__Records for the task__.
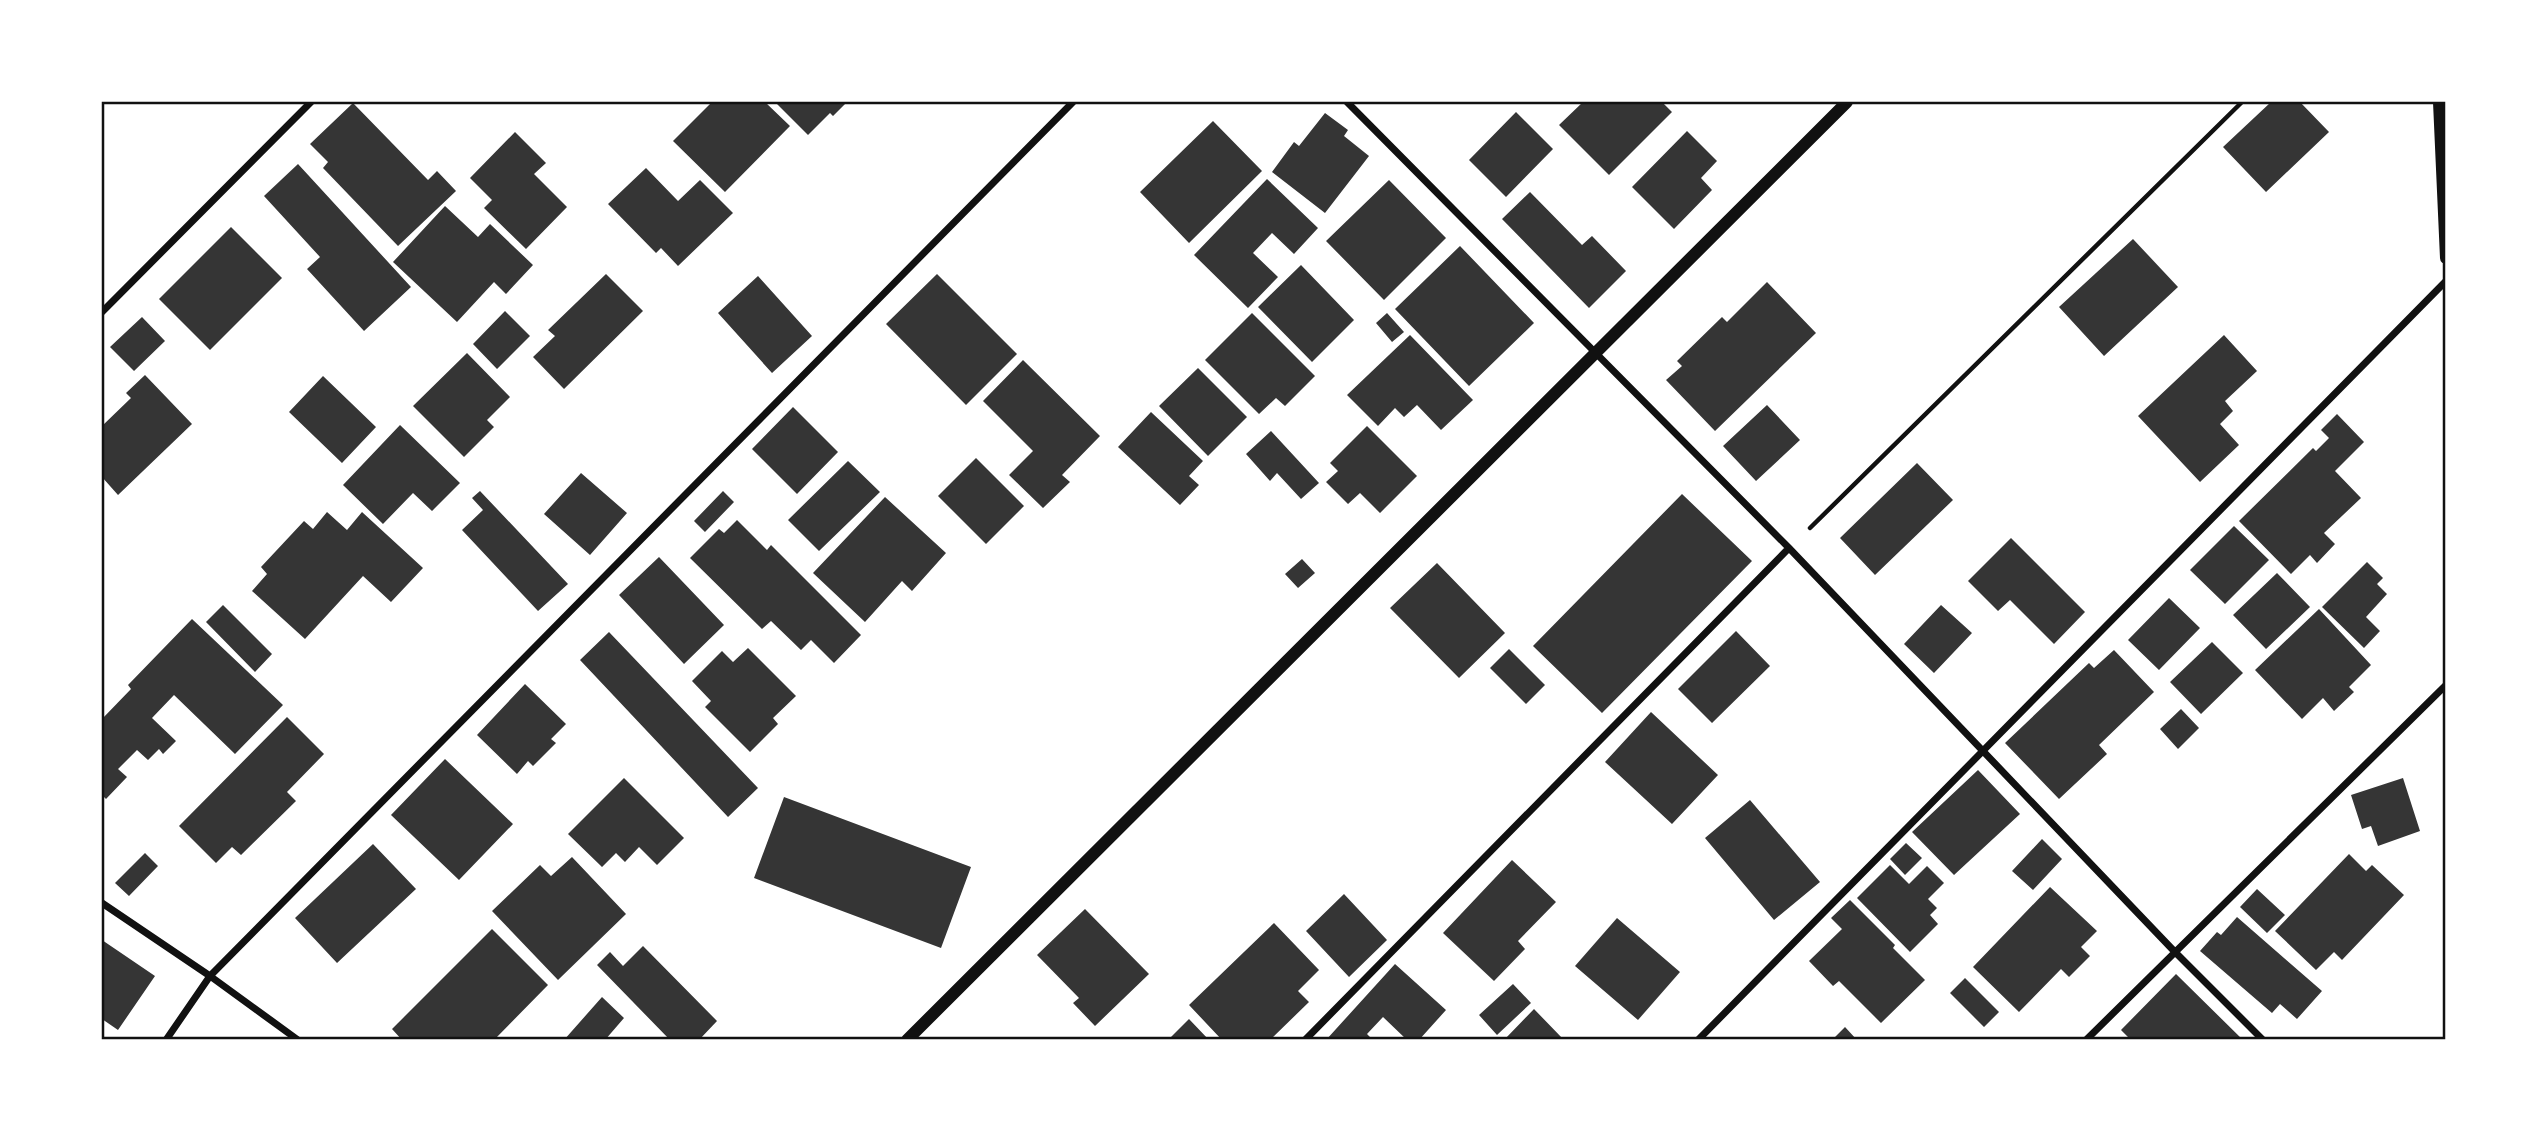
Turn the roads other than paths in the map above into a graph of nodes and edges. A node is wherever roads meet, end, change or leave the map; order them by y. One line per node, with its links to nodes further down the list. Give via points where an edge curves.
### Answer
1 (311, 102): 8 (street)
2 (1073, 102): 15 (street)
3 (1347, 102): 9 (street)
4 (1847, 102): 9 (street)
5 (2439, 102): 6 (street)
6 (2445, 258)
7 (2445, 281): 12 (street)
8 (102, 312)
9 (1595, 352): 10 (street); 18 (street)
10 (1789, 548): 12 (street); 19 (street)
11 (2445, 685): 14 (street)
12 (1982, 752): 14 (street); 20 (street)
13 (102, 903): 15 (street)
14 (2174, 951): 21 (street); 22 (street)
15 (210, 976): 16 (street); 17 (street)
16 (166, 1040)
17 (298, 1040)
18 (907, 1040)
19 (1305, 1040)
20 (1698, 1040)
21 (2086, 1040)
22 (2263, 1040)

__Task instructions__.
Return each entry exactly as it stands above, apart from any images.

__Task output__.
Turn the roads other than paths in the map above into a graph of nodes and edges. A node is wherever roads meet, end, change or leave the map; order them by y. One line per node, with its links to nodes further down the list. Give via points where an edge curves.
### Answer
1 (311, 102): 8 (street)
2 (1073, 102): 15 (street)
3 (1347, 102): 9 (street)
4 (1847, 102): 9 (street)
5 (2439, 102): 6 (street)
6 (2445, 258)
7 (2445, 281): 12 (street)
8 (102, 312)
9 (1595, 352): 10 (street); 18 (street)
10 (1789, 548): 12 (street); 19 (street)
11 (2445, 685): 14 (street)
12 (1982, 752): 14 (street); 20 (street)
13 (102, 903): 15 (street)
14 (2174, 951): 21 (street); 22 (street)
15 (210, 976): 16 (street); 17 (street)
16 (166, 1040)
17 (298, 1040)
18 (907, 1040)
19 (1305, 1040)
20 (1698, 1040)
21 (2086, 1040)
22 (2263, 1040)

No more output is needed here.